The current customary rules of speech require trans women to be treated as women who were born in a man’s body. But just as no one is born gay (even if the dominant approach today claims otherwise, no one is born trans, either. All the sexual and gender identities known today are contingent on historical circumstances. The recently launched Israeli web series “Spectrum” (Hebrew, with English subtitles) presents an array of figures from the local trans community. Not all of them identify with the “woman born in a man’s body” narrative, or vice versa. The trans revolution has a social and cultural context, and it’s closely related to the more general undermining of the masculine and feminine identity that is taking place in our time.

More and more people, it turns out, feel imprisoned in the male identity. Despite its many inherent advantages, masculinity is becoming less attractive. Men are discovering that it’s more fun and liberating to speak in the feminine (in Hebrew), dress in women’s attire and also to actually become a woman, with all that this entails.

“For years I maintained a strong ‘manly’ image,” says Liv, one of the protagonists of “Spectrum,” a trans woman who is the father of two children. “I am the story of the strong, silent type who gets things done. But that’s not really the story.”
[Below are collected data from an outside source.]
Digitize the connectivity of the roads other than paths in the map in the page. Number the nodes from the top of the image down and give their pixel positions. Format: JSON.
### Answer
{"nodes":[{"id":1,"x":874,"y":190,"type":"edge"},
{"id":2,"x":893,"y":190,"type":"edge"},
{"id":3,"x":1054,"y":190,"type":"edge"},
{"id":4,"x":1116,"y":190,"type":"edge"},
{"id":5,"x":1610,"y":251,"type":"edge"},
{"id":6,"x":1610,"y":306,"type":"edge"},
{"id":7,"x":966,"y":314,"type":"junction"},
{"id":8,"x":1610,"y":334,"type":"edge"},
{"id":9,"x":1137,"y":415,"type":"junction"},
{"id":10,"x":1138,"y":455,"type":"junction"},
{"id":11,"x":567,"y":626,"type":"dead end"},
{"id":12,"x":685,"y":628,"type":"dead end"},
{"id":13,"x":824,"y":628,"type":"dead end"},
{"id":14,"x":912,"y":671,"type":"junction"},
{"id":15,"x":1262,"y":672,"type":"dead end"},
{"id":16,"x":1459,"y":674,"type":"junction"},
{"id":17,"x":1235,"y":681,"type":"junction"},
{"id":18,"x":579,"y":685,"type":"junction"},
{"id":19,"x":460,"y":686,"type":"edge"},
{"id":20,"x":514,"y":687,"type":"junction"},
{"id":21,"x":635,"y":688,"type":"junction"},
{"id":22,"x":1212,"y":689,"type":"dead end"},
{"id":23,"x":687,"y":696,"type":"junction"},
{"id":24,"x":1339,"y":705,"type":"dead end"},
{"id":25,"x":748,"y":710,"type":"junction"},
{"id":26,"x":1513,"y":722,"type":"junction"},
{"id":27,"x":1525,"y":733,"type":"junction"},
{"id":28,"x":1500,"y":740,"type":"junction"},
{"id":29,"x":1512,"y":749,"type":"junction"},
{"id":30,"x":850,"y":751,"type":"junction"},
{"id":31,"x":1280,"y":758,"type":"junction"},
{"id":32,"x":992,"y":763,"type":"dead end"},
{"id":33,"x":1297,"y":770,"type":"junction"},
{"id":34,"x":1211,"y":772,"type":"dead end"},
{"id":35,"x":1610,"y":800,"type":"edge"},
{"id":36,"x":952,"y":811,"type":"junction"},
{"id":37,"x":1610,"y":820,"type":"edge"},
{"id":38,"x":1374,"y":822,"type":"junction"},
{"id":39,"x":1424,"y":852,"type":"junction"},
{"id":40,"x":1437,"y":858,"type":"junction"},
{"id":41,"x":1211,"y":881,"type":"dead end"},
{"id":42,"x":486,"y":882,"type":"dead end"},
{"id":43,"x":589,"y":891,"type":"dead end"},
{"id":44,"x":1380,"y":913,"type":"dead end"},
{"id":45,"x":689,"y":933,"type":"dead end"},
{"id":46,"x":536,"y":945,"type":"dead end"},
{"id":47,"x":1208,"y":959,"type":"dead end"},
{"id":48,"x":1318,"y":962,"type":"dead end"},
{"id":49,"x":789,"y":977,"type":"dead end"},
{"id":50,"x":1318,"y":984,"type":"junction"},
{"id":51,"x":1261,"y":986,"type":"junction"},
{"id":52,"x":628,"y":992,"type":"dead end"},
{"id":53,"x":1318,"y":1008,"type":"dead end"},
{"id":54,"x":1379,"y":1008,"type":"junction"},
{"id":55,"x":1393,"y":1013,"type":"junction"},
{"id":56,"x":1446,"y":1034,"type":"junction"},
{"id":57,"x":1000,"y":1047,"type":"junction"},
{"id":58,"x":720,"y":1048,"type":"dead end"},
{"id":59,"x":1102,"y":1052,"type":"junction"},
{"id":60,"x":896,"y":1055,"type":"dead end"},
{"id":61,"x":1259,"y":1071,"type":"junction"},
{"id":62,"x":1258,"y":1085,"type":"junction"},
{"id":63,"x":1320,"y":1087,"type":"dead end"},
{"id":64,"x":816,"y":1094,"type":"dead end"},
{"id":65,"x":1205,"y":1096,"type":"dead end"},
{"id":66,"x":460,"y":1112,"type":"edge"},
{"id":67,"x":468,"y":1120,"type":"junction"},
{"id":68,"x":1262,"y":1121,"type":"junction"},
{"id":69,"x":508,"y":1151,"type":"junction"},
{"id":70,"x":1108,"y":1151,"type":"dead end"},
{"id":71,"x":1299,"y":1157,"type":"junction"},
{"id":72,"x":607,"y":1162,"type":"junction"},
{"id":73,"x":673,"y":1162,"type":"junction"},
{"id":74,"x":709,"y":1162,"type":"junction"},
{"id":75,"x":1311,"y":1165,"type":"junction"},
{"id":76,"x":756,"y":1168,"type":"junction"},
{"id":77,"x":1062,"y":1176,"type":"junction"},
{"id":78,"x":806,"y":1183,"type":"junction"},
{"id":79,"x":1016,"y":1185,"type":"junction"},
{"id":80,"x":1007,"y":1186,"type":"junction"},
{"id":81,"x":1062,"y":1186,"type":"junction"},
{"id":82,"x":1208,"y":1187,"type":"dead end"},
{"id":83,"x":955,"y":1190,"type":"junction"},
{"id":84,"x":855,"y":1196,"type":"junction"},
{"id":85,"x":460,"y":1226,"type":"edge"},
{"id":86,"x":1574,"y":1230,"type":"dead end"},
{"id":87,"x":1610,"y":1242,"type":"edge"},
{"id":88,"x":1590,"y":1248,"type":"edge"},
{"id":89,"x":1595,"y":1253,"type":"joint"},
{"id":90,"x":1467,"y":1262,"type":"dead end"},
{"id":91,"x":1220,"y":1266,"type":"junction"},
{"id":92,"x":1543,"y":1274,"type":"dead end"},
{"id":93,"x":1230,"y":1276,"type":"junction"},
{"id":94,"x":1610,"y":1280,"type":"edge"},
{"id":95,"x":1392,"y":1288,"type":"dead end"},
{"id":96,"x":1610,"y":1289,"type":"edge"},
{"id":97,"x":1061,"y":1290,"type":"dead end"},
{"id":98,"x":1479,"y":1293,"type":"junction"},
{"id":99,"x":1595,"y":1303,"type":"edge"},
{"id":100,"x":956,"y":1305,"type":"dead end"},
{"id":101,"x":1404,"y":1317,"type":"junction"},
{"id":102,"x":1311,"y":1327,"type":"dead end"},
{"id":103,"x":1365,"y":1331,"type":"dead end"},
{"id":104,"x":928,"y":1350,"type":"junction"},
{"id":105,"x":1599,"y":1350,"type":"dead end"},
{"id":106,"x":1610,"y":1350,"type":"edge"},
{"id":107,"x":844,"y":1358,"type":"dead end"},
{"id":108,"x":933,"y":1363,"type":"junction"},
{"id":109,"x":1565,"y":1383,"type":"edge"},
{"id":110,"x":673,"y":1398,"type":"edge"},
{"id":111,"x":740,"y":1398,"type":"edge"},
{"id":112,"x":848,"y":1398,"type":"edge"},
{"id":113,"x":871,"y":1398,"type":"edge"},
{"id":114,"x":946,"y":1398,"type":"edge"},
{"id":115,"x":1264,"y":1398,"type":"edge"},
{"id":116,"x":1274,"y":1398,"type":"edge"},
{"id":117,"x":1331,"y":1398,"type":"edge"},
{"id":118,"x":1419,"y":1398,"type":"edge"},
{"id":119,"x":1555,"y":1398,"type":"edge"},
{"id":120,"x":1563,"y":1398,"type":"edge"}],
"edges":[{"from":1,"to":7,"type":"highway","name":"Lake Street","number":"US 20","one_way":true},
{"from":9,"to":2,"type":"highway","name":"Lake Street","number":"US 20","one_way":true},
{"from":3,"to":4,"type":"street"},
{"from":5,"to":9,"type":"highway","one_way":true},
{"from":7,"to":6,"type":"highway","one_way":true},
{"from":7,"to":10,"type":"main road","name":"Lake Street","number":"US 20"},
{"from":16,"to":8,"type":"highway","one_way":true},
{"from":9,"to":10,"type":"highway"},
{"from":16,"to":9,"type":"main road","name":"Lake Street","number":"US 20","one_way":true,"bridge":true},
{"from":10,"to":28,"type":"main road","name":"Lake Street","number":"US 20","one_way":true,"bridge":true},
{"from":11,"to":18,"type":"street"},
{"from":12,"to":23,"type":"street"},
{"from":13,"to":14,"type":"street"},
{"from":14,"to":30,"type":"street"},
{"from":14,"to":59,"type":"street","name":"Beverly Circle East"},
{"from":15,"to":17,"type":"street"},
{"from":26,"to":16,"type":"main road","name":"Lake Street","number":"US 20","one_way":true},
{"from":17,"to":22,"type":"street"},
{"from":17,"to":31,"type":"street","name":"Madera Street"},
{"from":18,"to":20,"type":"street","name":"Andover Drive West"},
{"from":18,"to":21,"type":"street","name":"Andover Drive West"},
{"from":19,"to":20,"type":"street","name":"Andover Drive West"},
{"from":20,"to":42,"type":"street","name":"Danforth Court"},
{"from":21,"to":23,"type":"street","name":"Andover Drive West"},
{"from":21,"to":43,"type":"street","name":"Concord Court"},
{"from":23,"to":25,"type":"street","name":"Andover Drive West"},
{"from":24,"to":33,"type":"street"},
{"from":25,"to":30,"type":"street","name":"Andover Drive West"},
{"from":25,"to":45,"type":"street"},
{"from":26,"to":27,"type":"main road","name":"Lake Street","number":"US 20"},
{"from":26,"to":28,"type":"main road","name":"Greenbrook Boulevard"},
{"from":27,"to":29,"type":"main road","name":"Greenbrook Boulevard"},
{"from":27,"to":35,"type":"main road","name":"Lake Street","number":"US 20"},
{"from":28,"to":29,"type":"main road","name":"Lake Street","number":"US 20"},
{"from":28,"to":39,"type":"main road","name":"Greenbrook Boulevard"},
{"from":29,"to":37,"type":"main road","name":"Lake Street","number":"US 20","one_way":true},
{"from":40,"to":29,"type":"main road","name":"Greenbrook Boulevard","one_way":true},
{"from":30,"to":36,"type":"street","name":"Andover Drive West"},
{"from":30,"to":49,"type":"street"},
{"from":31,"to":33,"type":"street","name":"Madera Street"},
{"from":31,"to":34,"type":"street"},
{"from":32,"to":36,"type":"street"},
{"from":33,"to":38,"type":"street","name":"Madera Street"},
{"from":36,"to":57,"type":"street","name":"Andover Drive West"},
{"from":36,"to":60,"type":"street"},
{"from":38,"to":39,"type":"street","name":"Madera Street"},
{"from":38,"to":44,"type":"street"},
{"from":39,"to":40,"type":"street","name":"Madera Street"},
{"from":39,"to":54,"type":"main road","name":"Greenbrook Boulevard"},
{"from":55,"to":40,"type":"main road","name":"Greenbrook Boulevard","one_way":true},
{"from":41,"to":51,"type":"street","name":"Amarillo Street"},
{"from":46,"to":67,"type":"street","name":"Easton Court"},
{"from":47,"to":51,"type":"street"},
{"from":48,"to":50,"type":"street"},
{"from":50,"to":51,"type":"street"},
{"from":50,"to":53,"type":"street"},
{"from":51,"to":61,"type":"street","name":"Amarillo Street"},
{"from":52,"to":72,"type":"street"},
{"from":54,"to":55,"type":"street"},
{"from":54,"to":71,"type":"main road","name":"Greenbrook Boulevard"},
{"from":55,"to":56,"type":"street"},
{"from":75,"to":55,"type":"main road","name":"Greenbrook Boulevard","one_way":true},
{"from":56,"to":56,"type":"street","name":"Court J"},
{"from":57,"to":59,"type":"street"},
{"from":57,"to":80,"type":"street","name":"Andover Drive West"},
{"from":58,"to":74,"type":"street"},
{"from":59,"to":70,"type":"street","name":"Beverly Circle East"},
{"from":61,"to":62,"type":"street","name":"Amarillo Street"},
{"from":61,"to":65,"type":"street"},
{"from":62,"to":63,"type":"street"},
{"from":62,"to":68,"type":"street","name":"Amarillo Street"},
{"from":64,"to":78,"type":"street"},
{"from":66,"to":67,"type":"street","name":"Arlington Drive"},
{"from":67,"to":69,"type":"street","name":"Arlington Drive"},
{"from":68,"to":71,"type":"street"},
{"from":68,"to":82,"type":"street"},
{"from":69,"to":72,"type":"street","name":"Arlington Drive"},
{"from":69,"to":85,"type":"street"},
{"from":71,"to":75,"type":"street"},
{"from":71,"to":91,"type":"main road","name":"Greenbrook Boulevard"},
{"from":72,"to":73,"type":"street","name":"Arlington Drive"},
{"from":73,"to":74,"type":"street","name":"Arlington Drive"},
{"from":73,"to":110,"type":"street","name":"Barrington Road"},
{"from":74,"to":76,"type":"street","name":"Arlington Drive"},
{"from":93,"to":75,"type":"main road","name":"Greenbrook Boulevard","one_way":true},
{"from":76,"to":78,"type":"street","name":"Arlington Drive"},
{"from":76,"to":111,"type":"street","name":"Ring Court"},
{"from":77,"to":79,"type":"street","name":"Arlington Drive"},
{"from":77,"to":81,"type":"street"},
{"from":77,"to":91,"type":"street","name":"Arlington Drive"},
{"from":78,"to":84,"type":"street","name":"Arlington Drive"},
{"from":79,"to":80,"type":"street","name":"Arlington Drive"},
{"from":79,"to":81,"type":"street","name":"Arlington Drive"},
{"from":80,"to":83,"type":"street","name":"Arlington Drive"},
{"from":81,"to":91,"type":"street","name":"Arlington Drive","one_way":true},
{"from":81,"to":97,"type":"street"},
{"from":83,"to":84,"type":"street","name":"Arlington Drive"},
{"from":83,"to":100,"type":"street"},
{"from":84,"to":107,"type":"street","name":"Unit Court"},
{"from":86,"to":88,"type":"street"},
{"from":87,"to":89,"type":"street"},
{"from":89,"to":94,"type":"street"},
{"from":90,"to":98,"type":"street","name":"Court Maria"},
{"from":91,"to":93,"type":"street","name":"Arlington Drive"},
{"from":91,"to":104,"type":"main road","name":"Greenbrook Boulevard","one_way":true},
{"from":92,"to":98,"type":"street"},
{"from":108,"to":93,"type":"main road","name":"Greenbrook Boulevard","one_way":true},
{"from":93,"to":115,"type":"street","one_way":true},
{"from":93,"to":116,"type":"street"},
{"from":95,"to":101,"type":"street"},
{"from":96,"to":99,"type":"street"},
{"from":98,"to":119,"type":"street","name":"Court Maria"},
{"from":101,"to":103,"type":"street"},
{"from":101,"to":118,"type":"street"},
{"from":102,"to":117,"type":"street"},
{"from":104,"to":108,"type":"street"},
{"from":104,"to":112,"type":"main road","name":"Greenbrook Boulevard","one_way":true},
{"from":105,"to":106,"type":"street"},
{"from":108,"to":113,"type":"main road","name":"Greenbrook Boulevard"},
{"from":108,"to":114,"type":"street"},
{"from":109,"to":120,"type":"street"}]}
It’s quite logical, if you think about it. The psychologist Gabriel Bukobza demonstrates in his new book, “The Great Drama of the New Manhood” (in Hebrew), that precisely the idealization of the male that was prevalent in patriarchal culture places a heavy burden on the shoulders of men. The fear of being seen as not completely masculine wears down men and sometimes leads to their collapse, Bukobza writes. In our time, too, men tend not to be fully in touch with themselves, which can in extreme cases lead to a trail of depression, suicide and sexual harassment. Masculinity is replete with contradictions, paradoxes and denials that hide behind the facade of a tough, solid identity.

Arguably, to be a cisgender male in 2017 is neither reasonable nor logical. Or, in Ben Ari’s terms, it’s hallucinatory, it’s a joke. Lucky thing there’s an alternative.